Sunday, January 31, 2010

My Other Grandfather

Life is full of contrasts, isn't it. Like in a black and white photograph, contrast gives depth to our lives. If everything  fell within a narrow range of normalcy, life would be boring. We wouldn't know good from evil, beauty from ugliness, sweet from sour. Life would be just a whole lot of gray.

Having just written about my paternal grandfather, I feel compelled to mention a word or two about my maternal grandfather. This isn't because of their likeness, but because of the contrast they brought into my life.

He was a perverse man. I'll refrain from graphic details here, if you don't mind, in order to both show respect and to keep this tale within tolerable limits. Suffice to say that he lived his life in a way that did not made me proud to be his grandson nor leave me with any memories that are worth recounting. In my mother's youth, he had been cruel to her and had done some things which were bad enough that I've been compelled to hold my tongue here. He continued in this vein into my pre-teen and teen years. On occasion, I crossed into this lurid shadow, and it wasn't a pleasant place to be.

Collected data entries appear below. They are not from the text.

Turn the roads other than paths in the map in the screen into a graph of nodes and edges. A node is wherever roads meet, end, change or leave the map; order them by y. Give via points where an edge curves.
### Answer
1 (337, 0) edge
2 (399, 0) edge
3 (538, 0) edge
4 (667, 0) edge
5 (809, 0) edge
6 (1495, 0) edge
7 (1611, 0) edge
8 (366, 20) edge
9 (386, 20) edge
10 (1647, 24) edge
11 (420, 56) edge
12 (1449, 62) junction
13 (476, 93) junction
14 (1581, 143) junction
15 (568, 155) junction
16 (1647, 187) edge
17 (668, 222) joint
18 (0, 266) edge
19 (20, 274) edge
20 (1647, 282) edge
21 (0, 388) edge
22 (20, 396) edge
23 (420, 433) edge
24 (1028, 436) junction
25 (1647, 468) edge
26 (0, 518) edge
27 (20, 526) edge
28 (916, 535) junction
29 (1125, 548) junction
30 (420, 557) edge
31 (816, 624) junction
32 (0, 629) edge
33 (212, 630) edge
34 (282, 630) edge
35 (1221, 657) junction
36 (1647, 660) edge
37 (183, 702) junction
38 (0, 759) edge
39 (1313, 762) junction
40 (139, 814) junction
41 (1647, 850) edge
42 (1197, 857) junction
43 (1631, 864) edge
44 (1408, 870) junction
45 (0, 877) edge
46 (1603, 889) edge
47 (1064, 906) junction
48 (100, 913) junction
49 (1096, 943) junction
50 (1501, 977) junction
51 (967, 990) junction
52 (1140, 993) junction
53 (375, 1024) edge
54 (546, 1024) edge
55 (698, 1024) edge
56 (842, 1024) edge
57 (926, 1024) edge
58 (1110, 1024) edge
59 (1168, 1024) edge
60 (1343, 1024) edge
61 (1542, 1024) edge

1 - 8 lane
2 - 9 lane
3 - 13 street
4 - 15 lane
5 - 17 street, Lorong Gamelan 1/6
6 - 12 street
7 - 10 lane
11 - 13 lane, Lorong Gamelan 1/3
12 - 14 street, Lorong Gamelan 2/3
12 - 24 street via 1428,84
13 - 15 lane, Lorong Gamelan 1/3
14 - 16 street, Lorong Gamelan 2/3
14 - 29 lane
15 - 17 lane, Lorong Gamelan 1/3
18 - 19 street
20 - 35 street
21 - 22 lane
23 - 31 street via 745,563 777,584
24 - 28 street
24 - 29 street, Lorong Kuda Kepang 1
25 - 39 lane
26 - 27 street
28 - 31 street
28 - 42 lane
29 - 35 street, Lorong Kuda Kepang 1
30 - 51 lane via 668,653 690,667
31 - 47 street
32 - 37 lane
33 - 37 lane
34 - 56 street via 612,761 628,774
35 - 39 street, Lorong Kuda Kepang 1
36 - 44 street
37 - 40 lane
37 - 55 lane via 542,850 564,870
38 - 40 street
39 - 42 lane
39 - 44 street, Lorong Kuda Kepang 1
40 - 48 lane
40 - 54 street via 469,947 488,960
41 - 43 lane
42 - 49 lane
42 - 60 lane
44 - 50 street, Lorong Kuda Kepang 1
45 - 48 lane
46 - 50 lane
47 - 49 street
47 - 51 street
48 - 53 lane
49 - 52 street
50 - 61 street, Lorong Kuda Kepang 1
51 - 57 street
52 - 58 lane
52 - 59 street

I remember that he was, most of the time, a loner. He, too, tended a garden, but that was about the only thing my grandfathers had in common.

When I was a teenager, he did the one out-of-character thing I recall  in his relationship with me. He gave me a Japanese bayonet. It was old and beaten and bore marks of abuse itself--wounds from a bench grinder. This was the only thing I remember him ever giving me.

In his latter days, as he laid up in a hospital bed, himself also succumbing to cancer, my mother spent many hours by his side. It would be only hours, days later that he would step into eternity. Few words passed between them. Mom seized a moment when he was conscious and had his wits.

"Dad: I just want you to know that I forgive you."

Though I don't know the details, or whether there were other words spoken or tears or hugs, she told me that he responded:

"I'm sorry."

In the light of all my mother's flaws, her forgiving this dark-hearted man at the end of his wasted life will be what forever defines her in my eyes. She endured dark times, both of and not of her own creation, yet held no bitterness against this man who orchestrated many of those dark times. This also gave me a small portion of respect for my grandfather, who carried the weight of his sins for most of his 70-plus years. Here at the end, when a man's heart can be at its hardest, he made his amends, even if only in his own passive way.

Not long after this encounter with Mom, he slipped the surly bonds of this earth. I'm not curious to know what passed between him and his Creator at the throne. I have no evidence to show that it would have been a favorable encounter.

To an extent, we are who we are because of the people we've known. Whether we use people as an example or an example to avoid, they can influence us in small, unknowable ways. In this, my grandfathers were both examples to me.